# East Essex Hunt



## YouOnlyLiveOnce (13 May 2014)

Hi All,

I'm completely clueless when it comes to hunting but was hoping someone could help me please!

I have recently moved house to a new area and believe the hunt pass behind my property.
I wanted to contact them to try and find out if they are able to let us know dates as I have animals I would need to keep in.

Am finding it impossible to get through to anyone though.

Would anyone be able to please point me in the right direction of who I would need to speak to?

Thank you in advance


----------



## Clodagh (13 May 2014)

They did have a very good website. Is it definately the East Essex?


----------



## YouOnlyLiveOnce (13 May 2014)

Thank you for your reply. Yes have found the website but no answer on any numbers...

Maybe because its not hunting season?? As I said I'm a bit clueless so forgive my ignorance!


----------



## Clodagh (13 May 2014)

This is the kennels number...01787 222208 (from yell.com) try there. I don't hunt with them any more so am not up to date on who the masters are tbh. I think they still have a flesh round so leave a number and they should call back. You have got until September to get hold of someone!


----------



## YouOnlyLiveOnce (13 May 2014)

Yes that's the one I tried amongst others but no answer. Will keep trying. Oh good ok!! Thank you for your help.


----------



## splashgirl45 (13 May 2014)

there is a mention of the east Essex  in h & h this week..joint master sally greenlees and huntsman gary Thorpe, hope this helps


----------



## mischamoo (14 May 2014)

YouOnlyLiveOnce said:



			Hi All,

I'm completely clueless when it comes to hunting but was hoping someone could help me please!

I have recently moved house to a new area and believe the hunt pass behind my property.
I wanted to contact them to try and find out if they are able to let us know dates as I have animals I would need to keep in.

Am finding it impossible to get through to anyone though.

Would anyone be able to please point me in the right direction of who I would need to speak to?

Thank you in advance
		
Click to expand...

Have messaged you YOLO


----------



## YouOnlyLiveOnce (14 May 2014)

thanks everyone!


----------



## Houndman (19 May 2014)

See if they have any open days - you could always go along and have a face to face chat.  Due to the unpredictable nature of hunting I would advise you find out when the are in the general area and not just in the immediate vicinity just in case hounds run in a different direction to what is expected.  There will probably be a local contact for your area who will have the duty to inform people so make sure you are on the list.  You may be able to get a meet card sent to you for the season depending on whether they are able to plan well in advance.


----------



## wizbel (22 May 2014)

Sorry i havent logged in for a while. I'm Secretery of the Supporters Club. Have you managed to get sorted?? If not pm me and I'll do what i can to help!


----------



## Ditchjumper2 (22 May 2014)

They are doing hunt rides at the moment and schooling days.

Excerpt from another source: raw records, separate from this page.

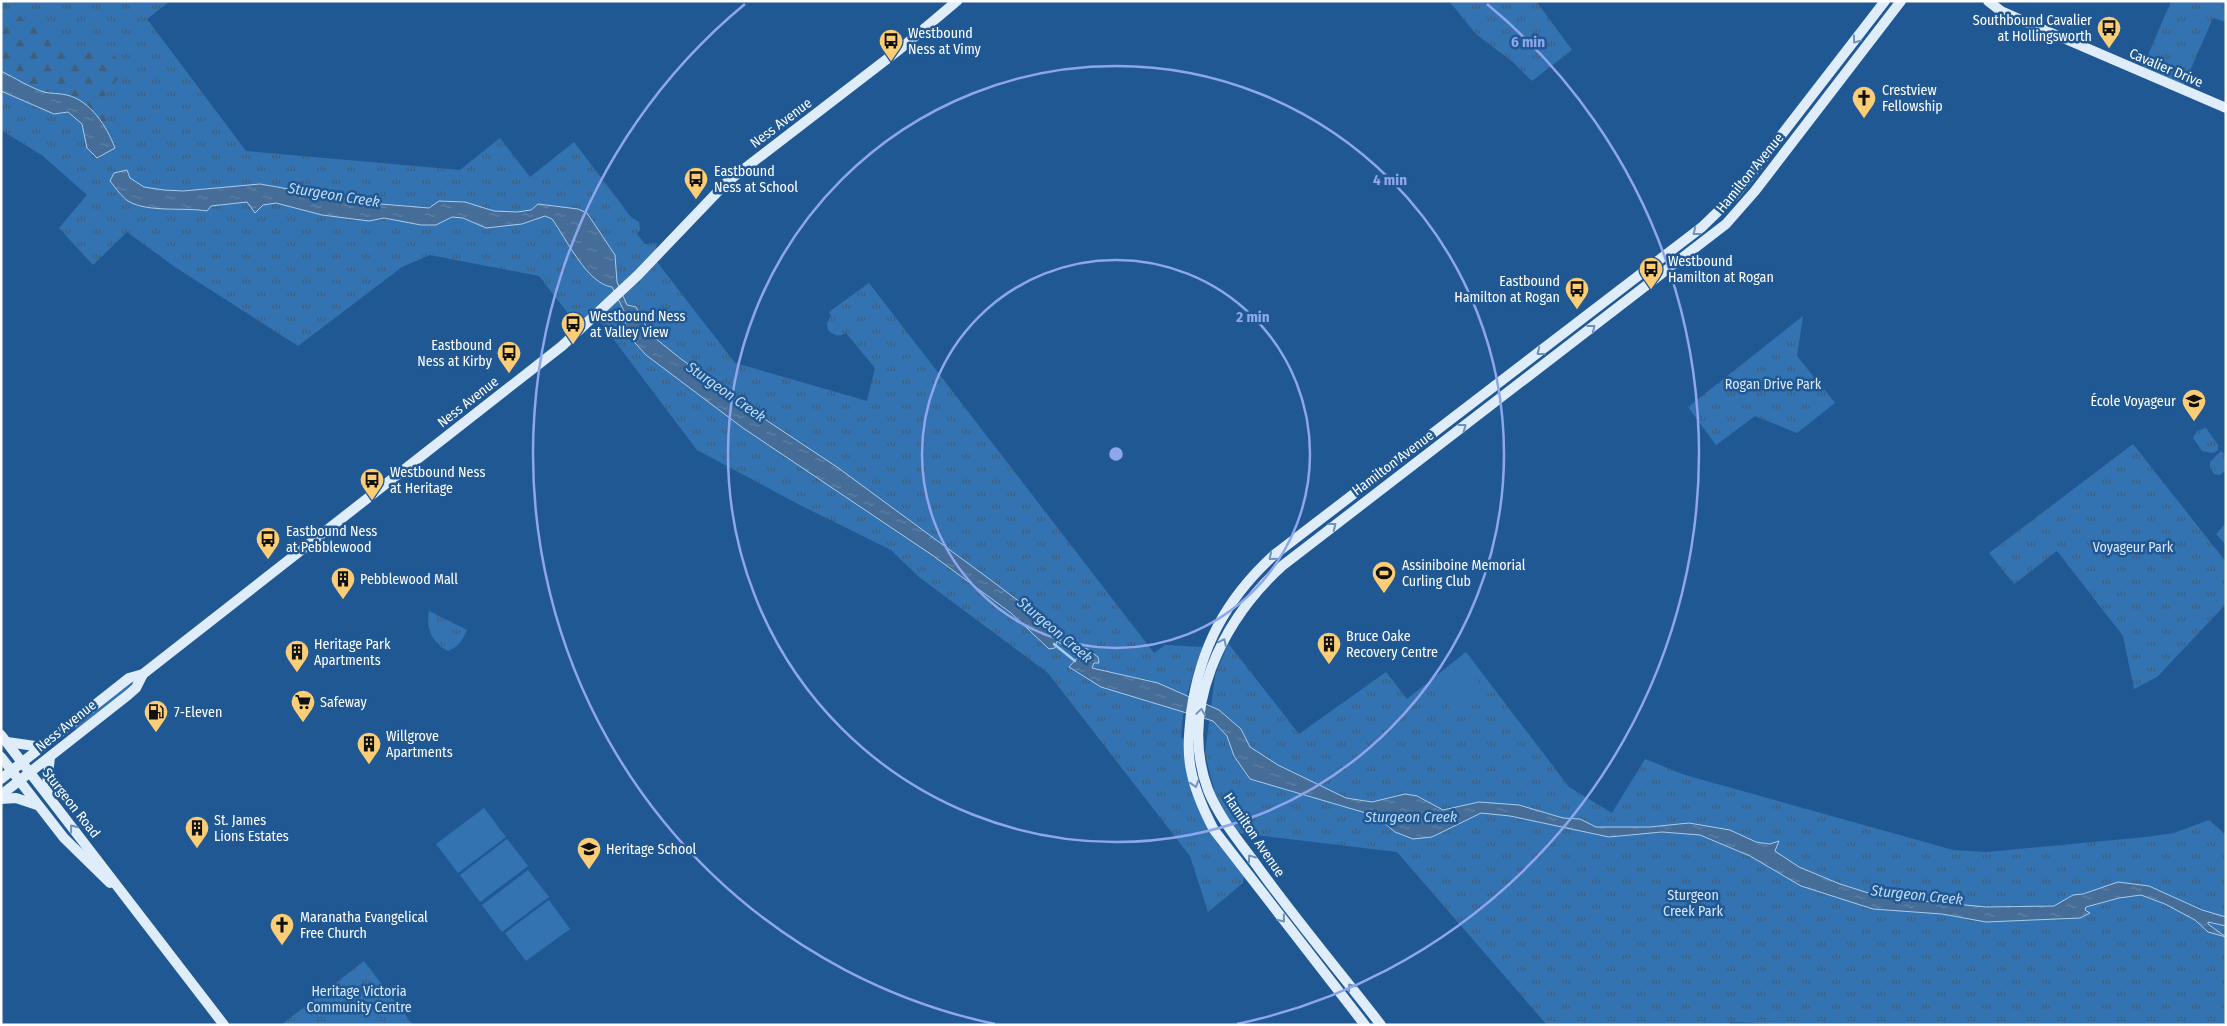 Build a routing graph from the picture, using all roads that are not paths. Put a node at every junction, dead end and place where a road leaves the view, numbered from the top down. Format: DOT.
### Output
graph roads {
  1 [pos="957,1"];
  2 [pos="1885,1"];
  3 [pos="1901,1"];
  4 [pos="1988,1"];
  5 [pos="2226,108"];
  6 [pos="143,674"];
  7 [pos="1200,687"];
  8 [pos="1193,736"];
  9 [pos="4,738"];
  10 [pos="42,747"];
  11 [pos="1,757"];
  12 [pos="50,757"];
  13 [pos="22,763"];
  14 [pos="12,771"];
  15 [pos="30,773"];
  16 [pos="1,779"];
  17 [pos="20,782"];
  18 [pos="1,797"];
  19 [pos="49,797"];
  20 [pos="37,806"];
  21 [pos="119,889"];
  22 [pos="224,1025"];
  23 [pos="1364,1025"];
  24 [pos="1381,1025"];
  1 -- 6 [label="street, Ness Avenue"];
  2 -- 7 [label="street, Hamilton Avenue, one-way"];
  7 -- 3 [label="street, Hamilton Avenue, one-way"];
  4 -- 5 [label="street, Cavalier Drive"];
  6 -- 10 [label="street, Ness Avenue"];
  6 -- 12 [label="street, Ness Avenue"];
  7 -- 8 [label="street, Hamilton Avenue"];
  8 -- 23 [label="street, Hamilton Avenue, one-way"];
  24 -- 8 [label="street, Hamilton Avenue, one-way"];
  9 -- 10 [label="street"];
  9 -- 13 [label="street, Sturgeon Road"];
  10 -- 13 [label="street, Ness Avenue"];
  11 -- 14 [label="street, Sturgeon Road"];
  12 -- 15 [label="street, Ness Avenue"];
  12 -- 19 [label="street"];
  13 -- 14 [label="street, Ness Avenue"];
  13 -- 15 [label="street, Sturgeon Road"];
  14 -- 16 [label="street, Ness Avenue"];
  14 -- 17 [label="street, Sturgeon Road"];
  15 -- 17 [label="street, Ness Avenue"];
  15 -- 19 [label="street, Sturgeon Road"];
  17 -- 18 [label="street, Ness Avenue"];
  17 -- 20 [label="street, Sturgeon Road"];
  18 -- 20 [label="street"];
  21 -- 19 [label="street, Sturgeon Road, one-way"];
  20 -- 21 [label="street, Sturgeon Road"];
  21 -- 22 [label="street, Sturgeon Road"];
}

There is a schooling day this Sat and a hunt ride on the 31st May.


----------



## Clodagh (22 May 2014)

Houndman said:



			See if they have any open days - you could always go along and have a face to face chat.  Due to the unpredictable nature of hunting I would advise you find out when the are in the general area and not just in the immediate vicinity just in case hounds run in a different direction to what is expected.  There will probably be a local contact for your area who will have the duty to inform people so make sure you are on the list.  You may be able to get a meet card sent to you for the season depending on whether they are able to plan well in advance.
		
Click to expand...

But surely, when you lay a trail, there is no impredicatability involved?


----------



## Countryman (23 May 2014)

Clodagh said:



			But surely, when you lay a trail, there is no impredicatability involved?
		
Click to expand...

Depends because not at hunts trail hunt-many flush using a full pack of hounds to a bird of prey, and harrier packs may hunt shot hares with full packs of hounds to put them out of their misery. Equally staghound packs may hunt live quarry for scientific purposes-but only with two hounds. Even with trail hunting a) it is meant to be utterly unpredictable so the man who lays the trail should not communicate with the Huntsman or followers at all so they should have absolutely no idea where it has been laid or where it is going-to accurately mimic real hunting and b) if hounds accidentally get onto live quarry they may cross land which has not been cleared by Masters before they can be stopped.


----------